Your goal => Return exactly those lines of the material below that fall between the line holding "index pip: (333, 121)" and the line holding "wrist: (386, 214)", inclusive.

Records provided =>
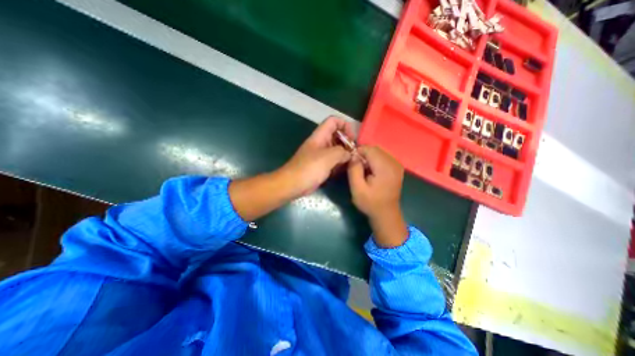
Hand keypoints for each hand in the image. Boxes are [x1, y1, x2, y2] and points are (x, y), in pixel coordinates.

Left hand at [278, 116, 354, 197]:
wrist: (293, 184)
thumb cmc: (309, 168)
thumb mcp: (328, 157)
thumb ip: (342, 152)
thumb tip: (350, 154)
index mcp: (320, 136)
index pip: (333, 121)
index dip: (344, 125)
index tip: (352, 138)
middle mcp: (321, 143)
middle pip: (337, 136)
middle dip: (347, 142)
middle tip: (355, 153)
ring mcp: (321, 155)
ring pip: (336, 150)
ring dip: (345, 154)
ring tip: (353, 162)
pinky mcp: (321, 166)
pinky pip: (333, 161)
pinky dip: (340, 164)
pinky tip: (346, 169)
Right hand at [347, 145, 405, 246]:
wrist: (386, 214)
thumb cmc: (370, 203)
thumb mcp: (357, 188)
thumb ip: (354, 169)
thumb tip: (353, 155)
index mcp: (385, 167)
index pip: (369, 149)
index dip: (358, 152)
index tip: (351, 162)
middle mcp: (394, 162)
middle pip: (375, 149)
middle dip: (363, 154)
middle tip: (356, 166)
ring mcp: (397, 165)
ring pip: (379, 152)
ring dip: (368, 157)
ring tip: (363, 169)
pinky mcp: (397, 167)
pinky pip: (383, 157)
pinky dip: (375, 160)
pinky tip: (371, 171)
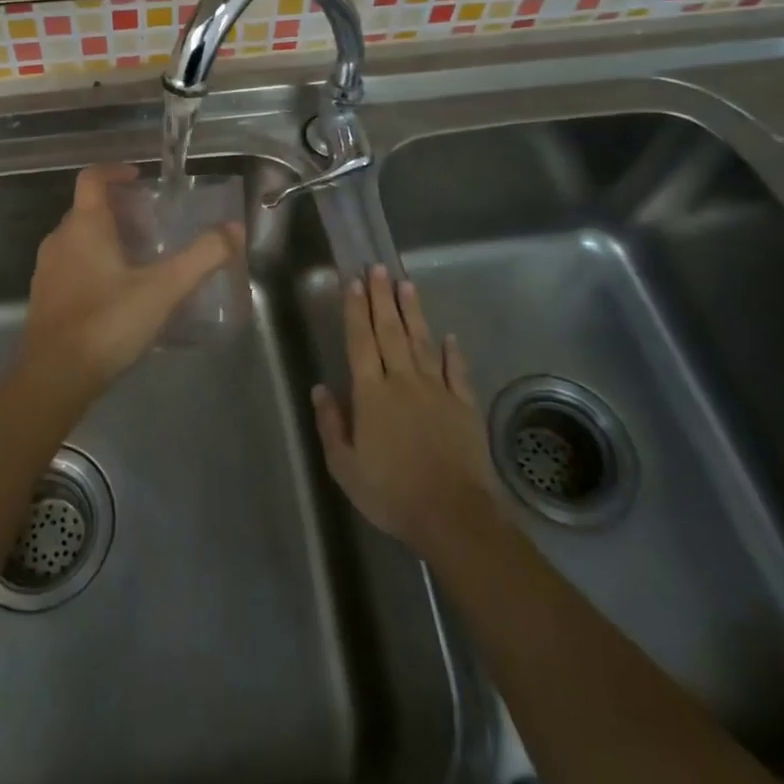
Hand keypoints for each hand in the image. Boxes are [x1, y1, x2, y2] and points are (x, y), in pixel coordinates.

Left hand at [16, 165, 238, 406]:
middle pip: (88, 210)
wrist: (54, 378)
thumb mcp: (164, 289)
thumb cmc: (107, 322)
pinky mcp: (44, 299)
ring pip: (79, 240)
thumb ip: (202, 257)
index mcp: (84, 226)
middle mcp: (59, 240)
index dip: (115, 171)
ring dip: (107, 240)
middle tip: (153, 228)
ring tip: (141, 261)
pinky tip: (118, 295)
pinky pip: (71, 267)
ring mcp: (47, 270)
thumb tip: (234, 229)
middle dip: (120, 212)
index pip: (92, 178)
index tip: (139, 177)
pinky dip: (94, 266)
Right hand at [312, 266, 505, 558]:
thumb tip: (319, 388)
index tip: (354, 282)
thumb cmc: (391, 493)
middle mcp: (403, 381)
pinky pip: (456, 371)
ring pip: (422, 342)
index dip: (356, 310)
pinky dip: (452, 352)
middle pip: (391, 331)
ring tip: (407, 284)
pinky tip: (449, 336)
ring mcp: (437, 390)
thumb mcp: (345, 467)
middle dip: (383, 297)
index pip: (361, 341)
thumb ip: (331, 424)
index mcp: (371, 393)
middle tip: (379, 267)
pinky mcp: (464, 405)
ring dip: (413, 311)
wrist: (453, 515)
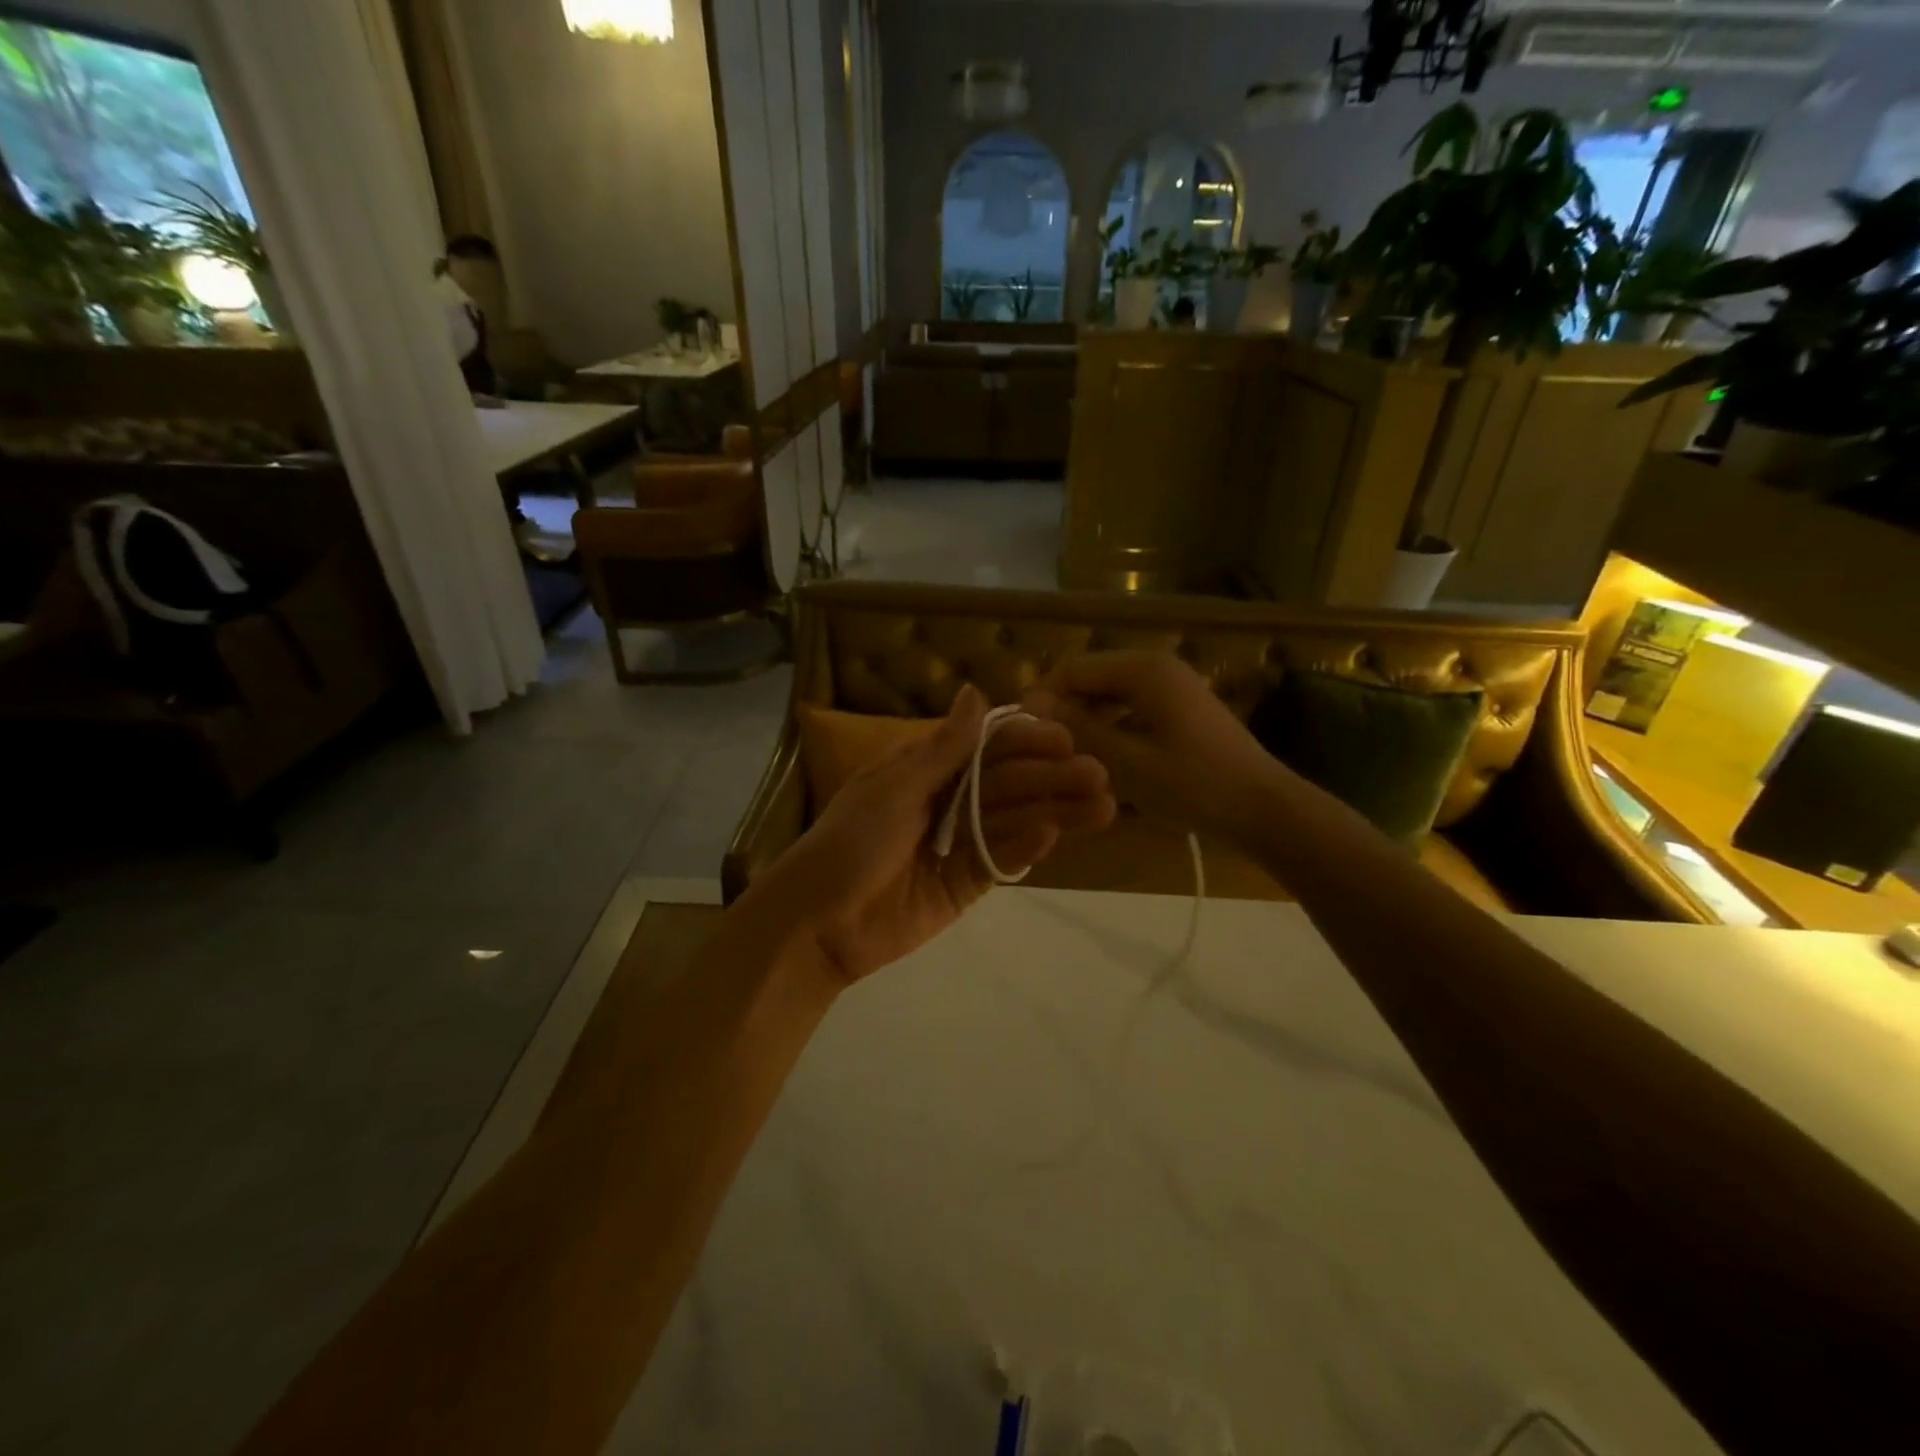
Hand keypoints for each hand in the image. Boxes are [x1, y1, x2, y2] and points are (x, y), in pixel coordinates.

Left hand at [743, 684, 1115, 985]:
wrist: (819, 922)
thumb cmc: (851, 842)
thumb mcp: (895, 787)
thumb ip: (943, 748)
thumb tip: (975, 691)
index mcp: (926, 769)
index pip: (986, 747)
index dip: (1025, 741)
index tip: (1065, 738)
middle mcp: (948, 801)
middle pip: (1008, 784)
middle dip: (1052, 778)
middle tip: (1099, 775)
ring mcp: (959, 844)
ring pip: (1014, 821)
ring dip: (1055, 811)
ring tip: (1102, 807)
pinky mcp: (965, 885)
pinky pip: (1001, 861)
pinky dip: (1025, 848)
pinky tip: (1053, 835)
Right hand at [1024, 651, 1291, 843]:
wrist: (1263, 808)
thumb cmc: (1193, 785)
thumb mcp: (1126, 761)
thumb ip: (1077, 729)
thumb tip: (1031, 705)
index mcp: (1143, 669)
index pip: (1073, 669)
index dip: (1042, 698)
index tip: (1021, 735)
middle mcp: (1156, 666)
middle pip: (1090, 678)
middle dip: (1064, 710)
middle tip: (1043, 751)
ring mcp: (1171, 685)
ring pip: (1109, 694)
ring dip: (1086, 720)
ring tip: (1068, 758)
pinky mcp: (1180, 707)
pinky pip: (1130, 707)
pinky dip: (1111, 727)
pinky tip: (1102, 760)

Solved exercise =>
index pip: (333, 121)
index dip: (344, 125)
index tip: (352, 138)
middle mcp: (321, 143)
middle pip: (337, 136)
middle dip: (347, 142)
middle tip: (355, 153)
ring mcp: (321, 155)
ring pip: (336, 150)
ring dip: (345, 154)
ring tip: (353, 162)
pinky mcp: (321, 166)
pinky pip: (333, 161)
pinky dip: (340, 164)
pinky tip: (346, 169)
Right hand at [347, 145, 405, 246]:
wrist: (386, 214)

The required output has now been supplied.